Q uesta volta l'Ong spagnola ProActiva Open Arms non l'ha fatta franca nell'ennesimo recupero di migranti in mezzo al mare fregandosene delle regole, che aveva sottoscritto, per sbarcarli in Italia. La procura di Catania ha disposto il sequestro della sua nave giunta ieri a Pozzallo, in provincia di Ragusa, con 218 migranti provenienti dalla Libia. L'accusa del procuratore Carmelo Zuccaro non lascia dubbi: associazione per delinquere finalizzata all'immigrazione clandestina è il reato ipotizzato. Ovvero ci sarebbe stata una chiara volontà, da parte degli umanitari spagnoli, di portare i migranti in Italia violando la legge e gli accordi internazionali. La procura ha indagato il comandante della nave e il coordinatore della Ong a bordo, che dovrebbe essere Oscar Camps, oltre al responsabile di Open arms. Giovedì scorso proprio Camps aveva twittato: «La guardia costiera libica ci minaccia di sparare per uccidere se non consegniamo loro le donne e i bambini che abbiamo salvato». Una cortina fumogena per nascondere l'intralcio, da parte degli umanitari, alle operazioni delle motovedette di Tripoli. Il sequestro della nave è stato eseguito dalla squadra mobile di Ragusa e dal Servizio centrale operativo di Roma, che sta indagando sulla Ong spagnola.
Il 15 marzo la nave di Open arms recupera a colpo sicuro dei migranti in mezzo al mare. A bordo sapevano perfettamente quando e dove stavano dirigendosi tre gommoni carichi di migranti partiti dall'area libica di Qoms. L'Ais, la traccia di navigazione satellitare, dimostrerebbe che i soccorsi degli umanitari sono partiti cinque ore prima, come se avessero un «appuntamento». Al Giornale Abujela Abedlbari, il comandante della squadra navale libica rimessa in piedi dall'Italia aveva dichiarato: «Ci sono contatti e comunicazioni fra le Ong in mare e i trafficanti, che avvisano quando partono i barconi». Forse gli investigatori stavano già monitorando Open arms e hanno intercettato comunicazioni compromettenti, che potrebbero dimostrare l'accusa di «associazione per delinquere finalizzata all'immigrazione clandestina».

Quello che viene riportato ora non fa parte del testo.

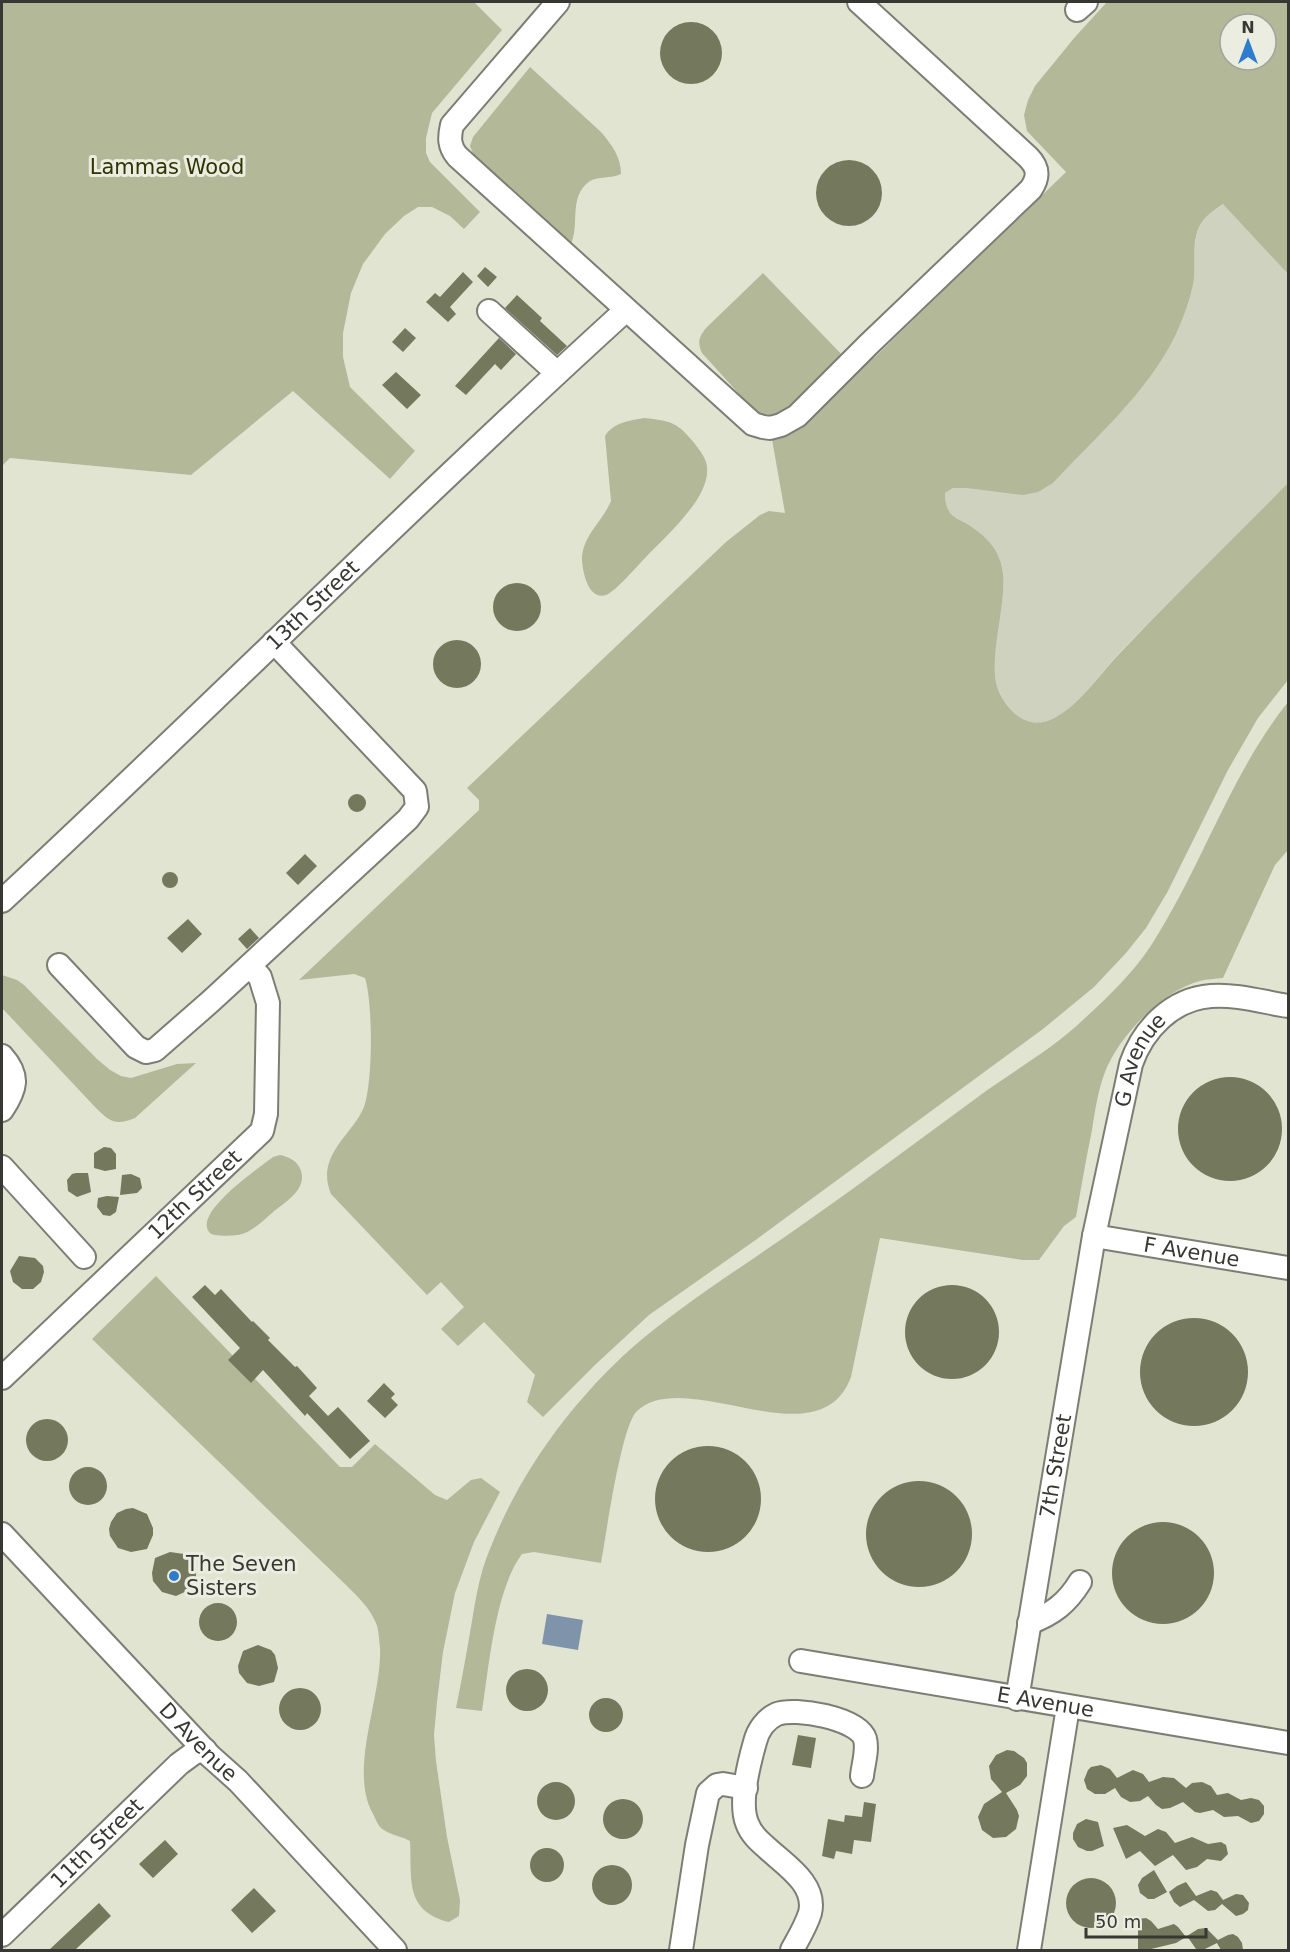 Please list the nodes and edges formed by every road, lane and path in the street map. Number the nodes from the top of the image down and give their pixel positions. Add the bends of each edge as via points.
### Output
1 (558, 2) edge
2 (859, 2) edge
3 (626, 310) junction
4 (489, 311) dead end
5 (557, 373) junction
6 (274, 642) junction
7 (2, 901) edge
8 (59, 965) dead end
9 (250, 966) junction
10 (1288, 1006) edge
11 (2, 1056) edge
12 (2, 1110) edge
13 (2, 1167) edge
14 (1094, 1236) junction
15 (84, 1257) dead end
16 (1288, 1268) edge
17 (2, 1378) edge
18 (2, 1534) edge
19 (1080, 1582) dead end
20 (1029, 1623) junction
21 (801, 1661) dead end
22 (1017, 1699) junction
23 (1068, 1707) junction
24 (1288, 1743) edge
25 (199, 1752) junction
26 (862, 1776) dead end
27 (746, 1788) junction
28 (2, 1935) edge
29 (395, 1950) edge
30 (681, 1950) edge
31 (792, 1950) edge
32 (1029, 1950) edge

1 - 3 lane via 452,125 449,141 457,156
2 - 3 lane via 1034,163 1038,176 1031,189 797,416 781,425 753,424
3 - 5 lane, 13th Street
4 - 5 lane
5 - 6 lane, 13th Street
6 - 7 lane, 13th Street
6 - 9 lane via 415,791 417,807
8 - 9 lane via 127,1039 147,1052 155,1050
9 - 17 lane, 12th Street via 260,977 268,1003 267,1114 262,1131
10 - 14 lane, G Avenue via 1209,996 1179,1005 1151,1027 1131,1064
11 - 12 lane via 14,1077 13,1091
13 - 15 lane
14 - 16 lane, F Avenue
14 - 20 lane, 7th Street
18 - 25 lane, D Avenue
19 - 20 lane via 1056,1611
20 - 22 lane, 7th Street
21 - 22 lane, E Avenue
22 - 23 lane, E Avenue
23 - 24 lane, E Avenue
23 - 32 lane
25 - 28 lane, 11th Street via 179,1764
25 - 29 lane, D Avenue via 238,1781
26 - 27 lane via 866,1744 856,1727 838,1719 785,1712 772,1717 758,1733
27 - 30 lane via 717,1785 708,1793
27 - 31 lane via 745,1817 751,1832 803,1882 810,1898 807,1921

Ulteriore tassello è l'intervento della guardia costiera di Tripoli, che assume la responsabilità del soccorso inviando due fax, al centro Imrcc di Roma che coordina le operazioni. Lo stesso Imrcc intima ad Open arms di andarsene, ma gli spagnoli se ne fregano. Sul primo fax inviato da Tripoli a Roma il comandante libico aggiunge addirittura a mano «per favore dite ad Open arms di rimanere fuori dalla vista» dei migranti, che altrimenti si gettano in mare per raggiungere gli umanitari.
Non solo gli spagnoli se ne fregano, ma calano in acqua i gommoni veloci per arrivare prima delle motovedette libiche. E con la Ras Jadir si rischia l'incidente. I libici minacciano di aprire il fuoco, ma non sparano un solo colpo. Quando si rendono conto che i migranti si gettano in mare verso gli umanitari si ritirano dalla scena per evitare tragedie. Peccato che le Ong, come Open arms, hanno firmato il codice di condotta imposto dal Viminale, che prevede di «non ostacolare la guardia costiera libica nelle acque territoriali o dove sono autorizzati a svolgere le proprie attività».
Il legale degli umanitari, Rosa Lo Faro, promette battaglia: «Non è pensabile che sia stato istituito il reato di solidarietà umana».
Il governo italiano sembrava avere calato ancora una volta le brache
autorizzando lo sbarco a Pozzallo dei migranti. In realtà la Procura di Catania e gli investigatori stavano preparando il blitz, che ha portato al sequestro della nave e alle pesanti accuse ai responsabili dell'Ong spagnola.